### Records for processing
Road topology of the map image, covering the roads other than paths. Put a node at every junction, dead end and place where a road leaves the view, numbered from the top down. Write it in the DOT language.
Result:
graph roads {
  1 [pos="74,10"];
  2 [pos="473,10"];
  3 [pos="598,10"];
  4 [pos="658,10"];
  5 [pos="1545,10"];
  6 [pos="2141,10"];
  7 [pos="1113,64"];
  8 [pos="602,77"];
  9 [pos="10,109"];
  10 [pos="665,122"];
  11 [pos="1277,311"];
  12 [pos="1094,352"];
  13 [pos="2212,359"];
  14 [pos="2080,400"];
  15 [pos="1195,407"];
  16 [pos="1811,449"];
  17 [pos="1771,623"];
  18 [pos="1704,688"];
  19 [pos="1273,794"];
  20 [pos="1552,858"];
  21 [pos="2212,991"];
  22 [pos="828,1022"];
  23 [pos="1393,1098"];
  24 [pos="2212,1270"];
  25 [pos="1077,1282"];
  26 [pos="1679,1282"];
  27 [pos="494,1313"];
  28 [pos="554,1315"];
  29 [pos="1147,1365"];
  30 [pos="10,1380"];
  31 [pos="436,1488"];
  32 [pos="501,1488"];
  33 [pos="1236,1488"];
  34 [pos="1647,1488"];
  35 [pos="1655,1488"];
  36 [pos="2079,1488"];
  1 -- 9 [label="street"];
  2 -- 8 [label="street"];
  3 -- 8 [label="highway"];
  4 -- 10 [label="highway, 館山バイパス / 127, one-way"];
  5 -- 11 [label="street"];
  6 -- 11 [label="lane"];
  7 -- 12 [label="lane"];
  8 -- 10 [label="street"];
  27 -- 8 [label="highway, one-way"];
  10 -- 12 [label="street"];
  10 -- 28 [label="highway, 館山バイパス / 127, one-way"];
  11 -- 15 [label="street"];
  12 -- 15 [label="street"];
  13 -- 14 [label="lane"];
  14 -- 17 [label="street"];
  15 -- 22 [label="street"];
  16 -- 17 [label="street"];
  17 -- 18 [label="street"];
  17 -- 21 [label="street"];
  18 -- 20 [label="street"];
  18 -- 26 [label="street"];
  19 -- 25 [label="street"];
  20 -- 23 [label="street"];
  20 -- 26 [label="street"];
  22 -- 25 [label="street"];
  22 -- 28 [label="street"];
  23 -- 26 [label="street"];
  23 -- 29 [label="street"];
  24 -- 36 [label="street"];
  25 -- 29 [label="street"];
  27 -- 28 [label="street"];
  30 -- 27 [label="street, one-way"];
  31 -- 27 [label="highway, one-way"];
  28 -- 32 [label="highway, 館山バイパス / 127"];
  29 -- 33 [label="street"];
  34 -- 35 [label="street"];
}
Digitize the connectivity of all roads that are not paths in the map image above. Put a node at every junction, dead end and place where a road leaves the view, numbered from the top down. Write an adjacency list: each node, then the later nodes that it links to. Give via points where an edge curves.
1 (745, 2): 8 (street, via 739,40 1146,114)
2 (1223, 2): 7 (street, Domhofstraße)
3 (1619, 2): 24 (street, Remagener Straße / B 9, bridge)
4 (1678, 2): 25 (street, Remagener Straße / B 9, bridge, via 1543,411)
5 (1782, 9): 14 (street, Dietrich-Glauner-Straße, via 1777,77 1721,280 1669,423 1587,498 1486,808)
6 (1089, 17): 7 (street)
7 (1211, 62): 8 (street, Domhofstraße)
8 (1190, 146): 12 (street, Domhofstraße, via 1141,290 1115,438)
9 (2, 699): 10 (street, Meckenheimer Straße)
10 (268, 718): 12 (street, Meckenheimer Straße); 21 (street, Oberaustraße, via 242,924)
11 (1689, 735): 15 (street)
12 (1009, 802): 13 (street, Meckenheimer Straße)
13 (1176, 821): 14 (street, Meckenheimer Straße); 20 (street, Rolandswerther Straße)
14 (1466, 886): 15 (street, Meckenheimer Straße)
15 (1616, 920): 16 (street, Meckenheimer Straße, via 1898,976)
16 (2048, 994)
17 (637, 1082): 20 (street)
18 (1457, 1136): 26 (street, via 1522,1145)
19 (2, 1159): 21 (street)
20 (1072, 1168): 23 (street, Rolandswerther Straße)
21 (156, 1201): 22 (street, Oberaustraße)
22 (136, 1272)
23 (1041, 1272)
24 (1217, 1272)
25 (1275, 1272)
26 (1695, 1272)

### Requirement
Reproduce every record above, word for word.

### Result
Road topology of the map image, covering the roads other than paths. Put a node at every junction, dead end and place where a road leaves the view, numbered from the top down. Write it in the DOT language.
Result:
graph roads {
  1 [pos="74,10"];
  2 [pos="473,10"];
  3 [pos="598,10"];
  4 [pos="658,10"];
  5 [pos="1545,10"];
  6 [pos="2141,10"];
  7 [pos="1113,64"];
  8 [pos="602,77"];
  9 [pos="10,109"];
  10 [pos="665,122"];
  11 [pos="1277,311"];
  12 [pos="1094,352"];
  13 [pos="2212,359"];
  14 [pos="2080,400"];
  15 [pos="1195,407"];
  16 [pos="1811,449"];
  17 [pos="1771,623"];
  18 [pos="1704,688"];
  19 [pos="1273,794"];
  20 [pos="1552,858"];
  21 [pos="2212,991"];
  22 [pos="828,1022"];
  23 [pos="1393,1098"];
  24 [pos="2212,1270"];
  25 [pos="1077,1282"];
  26 [pos="1679,1282"];
  27 [pos="494,1313"];
  28 [pos="554,1315"];
  29 [pos="1147,1365"];
  30 [pos="10,1380"];
  31 [pos="436,1488"];
  32 [pos="501,1488"];
  33 [pos="1236,1488"];
  34 [pos="1647,1488"];
  35 [pos="1655,1488"];
  36 [pos="2079,1488"];
  1 -- 9 [label="street"];
  2 -- 8 [label="street"];
  3 -- 8 [label="highway"];
  4 -- 10 [label="highway, 館山バイパス / 127, one-way"];
  5 -- 11 [label="street"];
  6 -- 11 [label="lane"];
  7 -- 12 [label="lane"];
  8 -- 10 [label="street"];
  27 -- 8 [label="highway, one-way"];
  10 -- 12 [label="street"];
  10 -- 28 [label="highway, 館山バイパス / 127, one-way"];
  11 -- 15 [label="street"];
  12 -- 15 [label="street"];
  13 -- 14 [label="lane"];
  14 -- 17 [label="street"];
  15 -- 22 [label="street"];
  16 -- 17 [label="street"];
  17 -- 18 [label="street"];
  17 -- 21 [label="street"];
  18 -- 20 [label="street"];
  18 -- 26 [label="street"];
  19 -- 25 [label="street"];
  20 -- 23 [label="street"];
  20 -- 26 [label="street"];
  22 -- 25 [label="street"];
  22 -- 28 [label="street"];
  23 -- 26 [label="street"];
  23 -- 29 [label="street"];
  24 -- 36 [label="street"];
  25 -- 29 [label="street"];
  27 -- 28 [label="street"];
  30 -- 27 [label="street, one-way"];
  31 -- 27 [label="highway, one-way"];
  28 -- 32 [label="highway, 館山バイパス / 127"];
  29 -- 33 [label="street"];
  34 -- 35 [label="street"];
}
Digitize the connectivity of all roads that are not paths in the map image above. Put a node at every junction, dead end and place where a road leaves the view, numbered from the top down. Write an adjacency list: each node, then the later nodes that it links to. Give via points where an edge curves.
1 (745, 2): 8 (street, via 739,40 1146,114)
2 (1223, 2): 7 (street, Domhofstraße)
3 (1619, 2): 24 (street, Remagener Straße / B 9, bridge)
4 (1678, 2): 25 (street, Remagener Straße / B 9, bridge, via 1543,411)
5 (1782, 9): 14 (street, Dietrich-Glauner-Straße, via 1777,77 1721,280 1669,423 1587,498 1486,808)
6 (1089, 17): 7 (street)
7 (1211, 62): 8 (street, Domhofstraße)
8 (1190, 146): 12 (street, Domhofstraße, via 1141,290 1115,438)
9 (2, 699): 10 (street, Meckenheimer Straße)
10 (268, 718): 12 (street, Meckenheimer Straße); 21 (street, Oberaustraße, via 242,924)
11 (1689, 735): 15 (street)
12 (1009, 802): 13 (street, Meckenheimer Straße)
13 (1176, 821): 14 (street, Meckenheimer Straße); 20 (street, Rolandswerther Straße)
14 (1466, 886): 15 (street, Meckenheimer Straße)
15 (1616, 920): 16 (street, Meckenheimer Straße, via 1898,976)
16 (2048, 994)
17 (637, 1082): 20 (street)
18 (1457, 1136): 26 (street, via 1522,1145)
19 (2, 1159): 21 (street)
20 (1072, 1168): 23 (street, Rolandswerther Straße)
21 (156, 1201): 22 (street, Oberaustraße)
22 (136, 1272)
23 (1041, 1272)
24 (1217, 1272)
25 (1275, 1272)
26 (1695, 1272)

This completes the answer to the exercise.